:: PROBLEM DETAILS ::
Please output the following records exactly. Leave every image out.

━━ RECORD EXCERPTS ━━

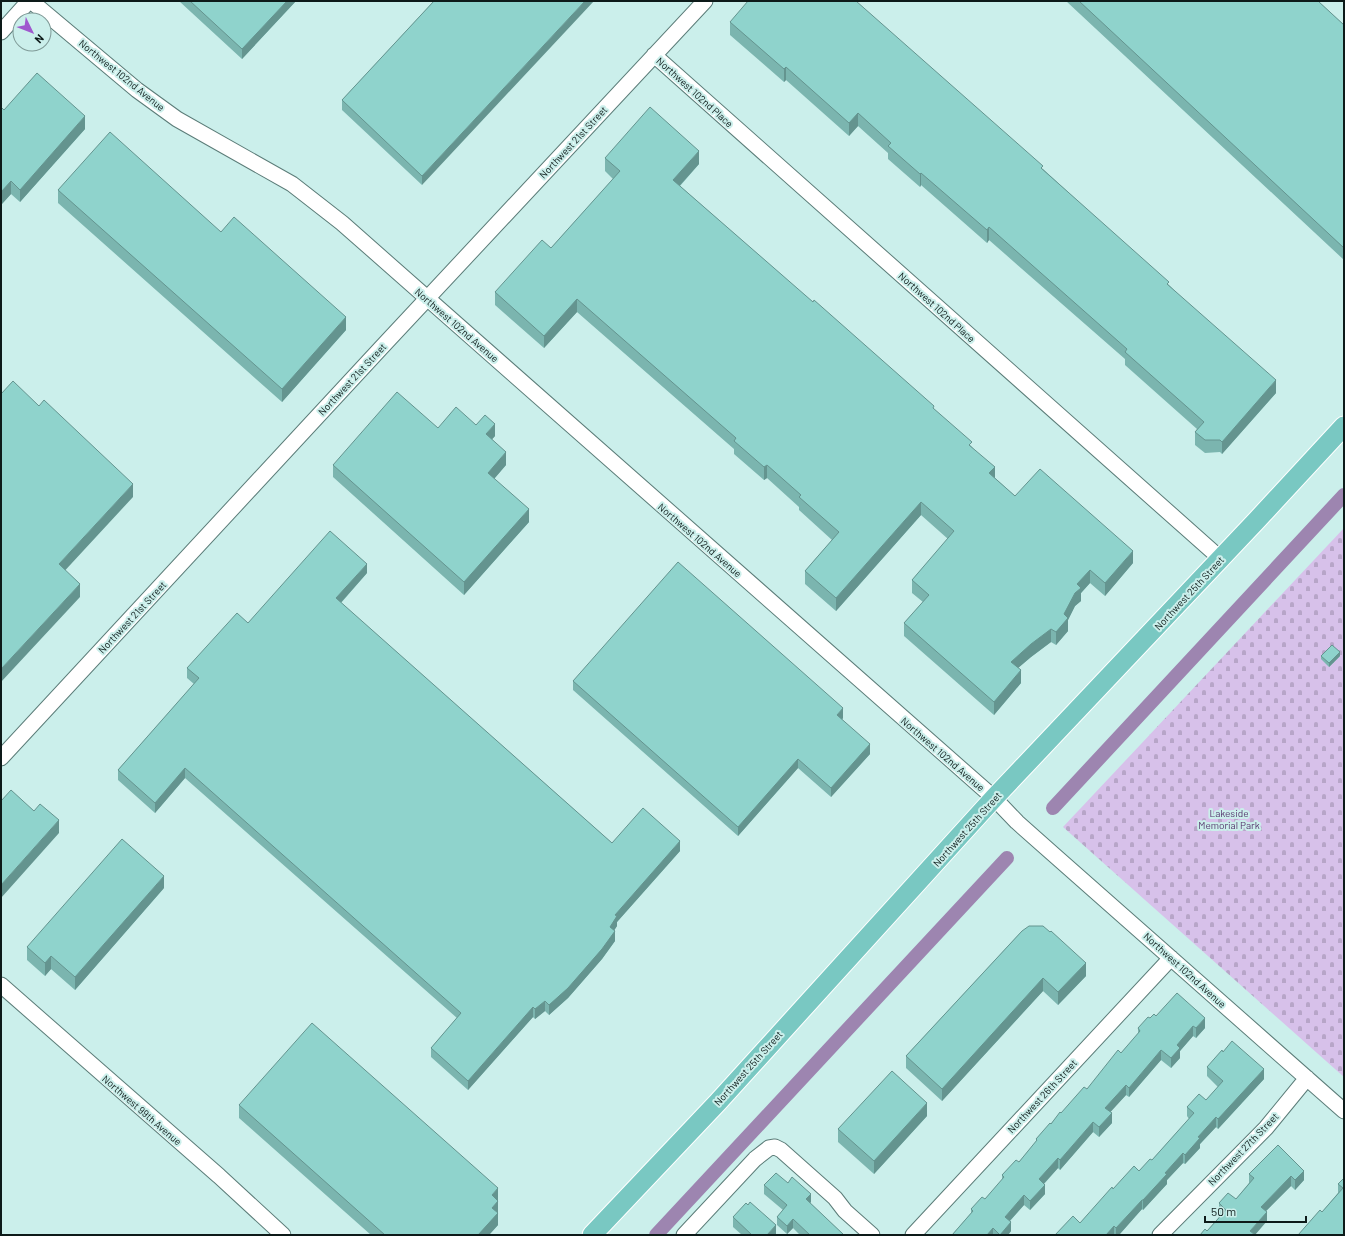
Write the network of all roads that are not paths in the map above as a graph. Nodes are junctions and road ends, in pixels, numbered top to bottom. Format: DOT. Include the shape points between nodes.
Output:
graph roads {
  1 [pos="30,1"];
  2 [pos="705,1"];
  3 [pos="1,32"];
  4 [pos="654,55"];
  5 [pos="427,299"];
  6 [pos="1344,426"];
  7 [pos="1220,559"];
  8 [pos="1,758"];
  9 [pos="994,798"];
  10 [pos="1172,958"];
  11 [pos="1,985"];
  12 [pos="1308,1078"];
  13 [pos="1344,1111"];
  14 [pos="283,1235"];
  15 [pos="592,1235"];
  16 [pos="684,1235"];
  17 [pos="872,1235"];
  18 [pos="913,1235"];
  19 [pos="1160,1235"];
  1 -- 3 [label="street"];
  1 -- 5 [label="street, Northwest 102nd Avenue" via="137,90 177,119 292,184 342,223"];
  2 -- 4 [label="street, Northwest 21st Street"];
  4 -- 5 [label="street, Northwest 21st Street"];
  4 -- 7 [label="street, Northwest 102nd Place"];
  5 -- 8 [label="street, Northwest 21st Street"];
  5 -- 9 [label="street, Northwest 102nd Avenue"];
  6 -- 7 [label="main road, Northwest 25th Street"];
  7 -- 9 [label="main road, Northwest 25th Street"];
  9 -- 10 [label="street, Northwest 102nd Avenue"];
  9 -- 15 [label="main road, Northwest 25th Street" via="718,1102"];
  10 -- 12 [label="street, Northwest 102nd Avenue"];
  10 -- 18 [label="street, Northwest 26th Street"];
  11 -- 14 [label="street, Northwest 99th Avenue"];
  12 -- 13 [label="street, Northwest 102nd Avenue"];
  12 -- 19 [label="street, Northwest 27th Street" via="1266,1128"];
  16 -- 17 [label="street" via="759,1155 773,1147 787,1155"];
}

━━━

:: SOLUTION TO THIS TASK ::
Write the network of all roads that are not paths in the map above as a graph. Nodes are junctions and road ends, in pixels, numbered top to bottom. Format: DOT. Include the shape points between nodes.
Output:
graph roads {
  1 [pos="30,1"];
  2 [pos="705,1"];
  3 [pos="1,32"];
  4 [pos="654,55"];
  5 [pos="427,299"];
  6 [pos="1344,426"];
  7 [pos="1220,559"];
  8 [pos="1,758"];
  9 [pos="994,798"];
  10 [pos="1172,958"];
  11 [pos="1,985"];
  12 [pos="1308,1078"];
  13 [pos="1344,1111"];
  14 [pos="283,1235"];
  15 [pos="592,1235"];
  16 [pos="684,1235"];
  17 [pos="872,1235"];
  18 [pos="913,1235"];
  19 [pos="1160,1235"];
  1 -- 3 [label="street"];
  1 -- 5 [label="street, Northwest 102nd Avenue" via="137,90 177,119 292,184 342,223"];
  2 -- 4 [label="street, Northwest 21st Street"];
  4 -- 5 [label="street, Northwest 21st Street"];
  4 -- 7 [label="street, Northwest 102nd Place"];
  5 -- 8 [label="street, Northwest 21st Street"];
  5 -- 9 [label="street, Northwest 102nd Avenue"];
  6 -- 7 [label="main road, Northwest 25th Street"];
  7 -- 9 [label="main road, Northwest 25th Street"];
  9 -- 10 [label="street, Northwest 102nd Avenue"];
  9 -- 15 [label="main road, Northwest 25th Street" via="718,1102"];
  10 -- 12 [label="street, Northwest 102nd Avenue"];
  10 -- 18 [label="street, Northwest 26th Street"];
  11 -- 14 [label="street, Northwest 99th Avenue"];
  12 -- 13 [label="street, Northwest 102nd Avenue"];
  12 -- 19 [label="street, Northwest 27th Street" via="1266,1128"];
  16 -- 17 [label="street" via="759,1155 773,1147 787,1155"];
}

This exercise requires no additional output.